DATA FOR ANALYSIS Block Start

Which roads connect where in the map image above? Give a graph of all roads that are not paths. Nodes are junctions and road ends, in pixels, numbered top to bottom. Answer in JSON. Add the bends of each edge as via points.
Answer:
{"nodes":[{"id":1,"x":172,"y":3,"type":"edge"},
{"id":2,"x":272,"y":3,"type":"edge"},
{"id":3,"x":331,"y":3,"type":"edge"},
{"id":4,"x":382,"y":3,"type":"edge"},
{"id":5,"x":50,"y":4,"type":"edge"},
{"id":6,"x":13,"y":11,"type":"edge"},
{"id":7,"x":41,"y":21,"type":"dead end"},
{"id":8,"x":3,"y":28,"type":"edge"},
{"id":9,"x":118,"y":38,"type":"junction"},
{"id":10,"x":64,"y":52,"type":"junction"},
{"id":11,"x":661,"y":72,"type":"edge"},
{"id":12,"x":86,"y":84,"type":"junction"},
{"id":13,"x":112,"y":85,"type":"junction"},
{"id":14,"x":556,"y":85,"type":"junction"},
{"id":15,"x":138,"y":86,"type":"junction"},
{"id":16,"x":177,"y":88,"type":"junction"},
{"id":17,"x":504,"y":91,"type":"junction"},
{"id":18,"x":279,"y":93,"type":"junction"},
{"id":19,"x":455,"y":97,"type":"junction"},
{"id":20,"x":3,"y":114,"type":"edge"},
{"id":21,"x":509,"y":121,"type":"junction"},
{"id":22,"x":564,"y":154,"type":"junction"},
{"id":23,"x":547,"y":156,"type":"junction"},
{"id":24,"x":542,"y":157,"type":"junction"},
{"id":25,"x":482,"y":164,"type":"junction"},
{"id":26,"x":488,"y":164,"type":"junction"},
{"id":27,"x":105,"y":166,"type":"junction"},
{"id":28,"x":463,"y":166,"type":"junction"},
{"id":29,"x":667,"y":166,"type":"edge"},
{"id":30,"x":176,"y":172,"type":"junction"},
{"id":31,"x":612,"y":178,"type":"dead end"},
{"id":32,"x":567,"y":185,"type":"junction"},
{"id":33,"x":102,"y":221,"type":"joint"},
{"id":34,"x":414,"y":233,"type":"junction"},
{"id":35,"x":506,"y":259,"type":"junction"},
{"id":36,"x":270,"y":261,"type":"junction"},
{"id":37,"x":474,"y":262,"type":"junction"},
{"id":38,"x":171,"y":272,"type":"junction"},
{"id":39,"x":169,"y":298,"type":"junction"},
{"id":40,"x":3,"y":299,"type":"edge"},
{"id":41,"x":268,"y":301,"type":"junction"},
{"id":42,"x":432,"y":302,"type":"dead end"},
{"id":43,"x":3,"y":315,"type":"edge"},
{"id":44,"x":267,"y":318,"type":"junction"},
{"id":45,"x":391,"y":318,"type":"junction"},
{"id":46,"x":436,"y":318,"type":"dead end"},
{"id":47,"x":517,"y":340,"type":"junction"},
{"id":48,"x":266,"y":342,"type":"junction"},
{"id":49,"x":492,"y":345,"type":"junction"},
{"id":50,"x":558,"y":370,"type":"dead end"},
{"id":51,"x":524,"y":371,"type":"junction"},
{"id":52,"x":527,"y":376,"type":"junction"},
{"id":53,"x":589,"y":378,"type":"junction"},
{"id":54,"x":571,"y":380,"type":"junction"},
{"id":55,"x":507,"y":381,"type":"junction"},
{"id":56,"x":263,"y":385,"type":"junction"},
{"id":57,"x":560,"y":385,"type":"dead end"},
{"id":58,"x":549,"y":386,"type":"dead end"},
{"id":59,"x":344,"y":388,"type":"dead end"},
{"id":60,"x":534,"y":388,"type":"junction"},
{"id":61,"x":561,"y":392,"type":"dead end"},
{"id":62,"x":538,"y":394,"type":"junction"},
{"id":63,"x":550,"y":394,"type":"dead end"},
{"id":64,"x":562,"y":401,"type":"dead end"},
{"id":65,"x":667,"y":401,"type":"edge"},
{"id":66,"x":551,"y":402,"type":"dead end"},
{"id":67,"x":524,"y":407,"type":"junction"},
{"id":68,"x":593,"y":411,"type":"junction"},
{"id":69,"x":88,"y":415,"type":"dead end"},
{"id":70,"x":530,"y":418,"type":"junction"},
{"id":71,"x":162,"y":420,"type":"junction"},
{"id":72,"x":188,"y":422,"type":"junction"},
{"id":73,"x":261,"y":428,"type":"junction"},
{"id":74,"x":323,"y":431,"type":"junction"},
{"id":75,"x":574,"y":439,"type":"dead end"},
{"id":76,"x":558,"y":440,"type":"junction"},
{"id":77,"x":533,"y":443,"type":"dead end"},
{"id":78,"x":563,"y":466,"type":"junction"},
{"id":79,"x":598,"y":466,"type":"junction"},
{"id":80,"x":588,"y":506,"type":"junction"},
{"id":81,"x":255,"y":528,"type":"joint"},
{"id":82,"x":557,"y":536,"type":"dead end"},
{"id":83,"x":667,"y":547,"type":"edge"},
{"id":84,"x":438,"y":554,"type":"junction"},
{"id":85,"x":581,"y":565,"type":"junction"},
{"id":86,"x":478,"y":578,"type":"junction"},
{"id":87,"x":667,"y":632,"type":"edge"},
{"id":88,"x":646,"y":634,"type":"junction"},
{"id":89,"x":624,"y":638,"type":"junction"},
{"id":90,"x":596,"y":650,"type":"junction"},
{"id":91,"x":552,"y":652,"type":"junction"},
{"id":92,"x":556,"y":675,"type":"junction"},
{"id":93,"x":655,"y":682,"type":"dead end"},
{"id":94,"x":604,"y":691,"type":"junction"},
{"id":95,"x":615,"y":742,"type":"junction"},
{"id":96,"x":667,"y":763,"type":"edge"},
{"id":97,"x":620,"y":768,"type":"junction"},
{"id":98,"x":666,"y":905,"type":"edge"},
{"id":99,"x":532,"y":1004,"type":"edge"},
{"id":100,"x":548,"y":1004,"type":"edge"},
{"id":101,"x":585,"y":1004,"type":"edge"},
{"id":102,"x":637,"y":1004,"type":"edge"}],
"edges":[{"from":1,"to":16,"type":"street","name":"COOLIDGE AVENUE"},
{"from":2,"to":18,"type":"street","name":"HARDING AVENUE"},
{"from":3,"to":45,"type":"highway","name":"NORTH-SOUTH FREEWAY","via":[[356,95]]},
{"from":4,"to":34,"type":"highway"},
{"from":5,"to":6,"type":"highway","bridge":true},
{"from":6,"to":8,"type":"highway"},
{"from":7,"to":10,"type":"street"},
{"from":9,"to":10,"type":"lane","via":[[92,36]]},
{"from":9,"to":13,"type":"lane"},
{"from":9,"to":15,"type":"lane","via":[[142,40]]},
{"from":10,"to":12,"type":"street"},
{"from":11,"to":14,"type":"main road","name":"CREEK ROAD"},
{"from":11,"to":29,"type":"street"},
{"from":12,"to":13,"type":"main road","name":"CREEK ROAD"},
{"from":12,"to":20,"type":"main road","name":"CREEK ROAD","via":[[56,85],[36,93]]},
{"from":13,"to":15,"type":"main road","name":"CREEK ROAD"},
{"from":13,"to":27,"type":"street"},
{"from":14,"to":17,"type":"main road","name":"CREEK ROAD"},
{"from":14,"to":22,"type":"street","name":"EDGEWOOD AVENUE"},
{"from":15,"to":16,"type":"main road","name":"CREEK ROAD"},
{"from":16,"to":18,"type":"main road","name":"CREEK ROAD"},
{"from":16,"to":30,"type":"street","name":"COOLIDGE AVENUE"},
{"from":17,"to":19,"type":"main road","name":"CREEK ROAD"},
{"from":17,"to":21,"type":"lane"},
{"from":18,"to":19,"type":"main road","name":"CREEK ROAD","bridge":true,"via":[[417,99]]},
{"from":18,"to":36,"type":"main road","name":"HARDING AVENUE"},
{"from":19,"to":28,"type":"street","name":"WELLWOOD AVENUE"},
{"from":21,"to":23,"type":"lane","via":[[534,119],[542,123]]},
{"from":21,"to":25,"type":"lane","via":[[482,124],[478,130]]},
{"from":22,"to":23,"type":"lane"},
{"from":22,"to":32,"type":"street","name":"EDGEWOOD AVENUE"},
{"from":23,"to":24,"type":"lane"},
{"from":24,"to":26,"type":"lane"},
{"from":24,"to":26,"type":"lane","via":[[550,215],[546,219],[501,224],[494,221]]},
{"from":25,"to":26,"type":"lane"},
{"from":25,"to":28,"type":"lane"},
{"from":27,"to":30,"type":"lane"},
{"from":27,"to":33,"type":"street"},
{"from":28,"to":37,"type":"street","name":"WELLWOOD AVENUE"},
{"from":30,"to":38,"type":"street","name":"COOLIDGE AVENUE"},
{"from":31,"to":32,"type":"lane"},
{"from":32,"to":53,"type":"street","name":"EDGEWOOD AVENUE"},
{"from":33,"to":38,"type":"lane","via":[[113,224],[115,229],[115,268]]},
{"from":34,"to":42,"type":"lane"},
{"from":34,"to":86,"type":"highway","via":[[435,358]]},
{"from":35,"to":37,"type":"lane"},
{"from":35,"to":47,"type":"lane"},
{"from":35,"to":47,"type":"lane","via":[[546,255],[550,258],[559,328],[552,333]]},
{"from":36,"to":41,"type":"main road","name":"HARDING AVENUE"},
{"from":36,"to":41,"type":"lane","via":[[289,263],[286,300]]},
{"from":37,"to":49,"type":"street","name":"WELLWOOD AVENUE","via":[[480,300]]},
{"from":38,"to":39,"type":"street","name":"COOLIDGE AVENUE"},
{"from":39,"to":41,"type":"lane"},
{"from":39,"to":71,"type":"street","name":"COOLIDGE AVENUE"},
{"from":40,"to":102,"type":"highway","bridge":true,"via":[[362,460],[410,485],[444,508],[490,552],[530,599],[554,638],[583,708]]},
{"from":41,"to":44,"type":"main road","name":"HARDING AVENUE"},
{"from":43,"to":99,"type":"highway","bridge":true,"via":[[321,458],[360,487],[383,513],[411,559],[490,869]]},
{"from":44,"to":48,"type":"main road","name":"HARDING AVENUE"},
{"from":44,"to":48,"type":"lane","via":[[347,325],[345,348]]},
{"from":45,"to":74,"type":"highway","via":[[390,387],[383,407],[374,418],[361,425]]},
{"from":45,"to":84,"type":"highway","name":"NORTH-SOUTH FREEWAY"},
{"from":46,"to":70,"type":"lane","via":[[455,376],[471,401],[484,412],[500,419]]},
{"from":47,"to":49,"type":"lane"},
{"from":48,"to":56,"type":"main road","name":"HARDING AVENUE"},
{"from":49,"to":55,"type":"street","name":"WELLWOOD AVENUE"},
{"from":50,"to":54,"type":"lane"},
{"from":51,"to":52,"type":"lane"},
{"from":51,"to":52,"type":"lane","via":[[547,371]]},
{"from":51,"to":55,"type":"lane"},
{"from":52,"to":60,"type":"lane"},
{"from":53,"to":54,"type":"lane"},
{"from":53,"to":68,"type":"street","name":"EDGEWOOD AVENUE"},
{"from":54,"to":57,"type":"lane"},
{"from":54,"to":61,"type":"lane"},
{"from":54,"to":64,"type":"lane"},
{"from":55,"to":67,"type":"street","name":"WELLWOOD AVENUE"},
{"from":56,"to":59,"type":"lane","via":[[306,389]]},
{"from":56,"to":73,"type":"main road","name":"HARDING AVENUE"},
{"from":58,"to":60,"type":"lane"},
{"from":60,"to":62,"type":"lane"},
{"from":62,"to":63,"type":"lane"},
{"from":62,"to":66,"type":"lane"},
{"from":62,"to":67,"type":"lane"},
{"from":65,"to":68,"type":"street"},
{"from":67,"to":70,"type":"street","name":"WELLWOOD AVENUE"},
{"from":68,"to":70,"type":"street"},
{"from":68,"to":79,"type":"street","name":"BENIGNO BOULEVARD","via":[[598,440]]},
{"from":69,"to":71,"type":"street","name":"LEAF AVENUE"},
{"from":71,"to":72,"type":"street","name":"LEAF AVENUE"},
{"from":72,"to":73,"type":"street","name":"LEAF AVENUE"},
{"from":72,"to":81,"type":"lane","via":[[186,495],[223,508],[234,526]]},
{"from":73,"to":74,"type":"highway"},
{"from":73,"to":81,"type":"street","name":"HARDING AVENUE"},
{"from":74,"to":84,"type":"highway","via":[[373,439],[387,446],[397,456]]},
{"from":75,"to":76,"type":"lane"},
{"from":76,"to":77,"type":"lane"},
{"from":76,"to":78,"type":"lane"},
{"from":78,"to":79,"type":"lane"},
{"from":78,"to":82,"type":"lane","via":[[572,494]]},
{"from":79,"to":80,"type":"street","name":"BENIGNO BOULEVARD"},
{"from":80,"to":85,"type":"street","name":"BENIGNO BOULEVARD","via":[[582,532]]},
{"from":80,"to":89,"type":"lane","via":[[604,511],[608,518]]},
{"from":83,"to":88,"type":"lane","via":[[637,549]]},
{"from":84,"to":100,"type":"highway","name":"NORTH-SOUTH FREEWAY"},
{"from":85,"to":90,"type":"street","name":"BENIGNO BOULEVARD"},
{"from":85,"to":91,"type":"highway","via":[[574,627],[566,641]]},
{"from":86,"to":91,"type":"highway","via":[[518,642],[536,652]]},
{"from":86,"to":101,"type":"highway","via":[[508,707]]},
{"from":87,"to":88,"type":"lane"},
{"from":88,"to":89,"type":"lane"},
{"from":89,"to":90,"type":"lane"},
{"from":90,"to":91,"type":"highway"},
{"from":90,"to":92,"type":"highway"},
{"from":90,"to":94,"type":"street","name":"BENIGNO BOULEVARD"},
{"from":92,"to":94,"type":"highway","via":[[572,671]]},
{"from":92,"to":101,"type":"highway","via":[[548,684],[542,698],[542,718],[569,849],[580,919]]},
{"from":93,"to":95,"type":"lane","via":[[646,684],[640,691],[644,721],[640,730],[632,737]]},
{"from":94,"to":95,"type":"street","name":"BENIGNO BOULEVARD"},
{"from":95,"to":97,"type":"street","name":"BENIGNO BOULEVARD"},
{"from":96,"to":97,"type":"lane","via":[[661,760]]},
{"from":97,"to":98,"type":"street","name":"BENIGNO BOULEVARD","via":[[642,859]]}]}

DATA FOR ANALYSIS Block End

TASK TO CARRY OUT = Search the entries for the word "COOLIDGE", then copy every line in which it is found.

RESPONSE TO THE EXERCISE =
"edges":[{"from":1,"to":16,"type":"street","name":"COOLIDGE AVENUE"},
{"from":16,"to":30,"type":"street","name":"COOLIDGE AVENUE"},
{"from":30,"to":38,"type":"street","name":"COOLIDGE AVENUE"},
{"from":38,"to":39,"type":"street","name":"COOLIDGE AVENUE"},
{"from":39,"to":71,"type":"street","name":"COOLIDGE AVENUE"},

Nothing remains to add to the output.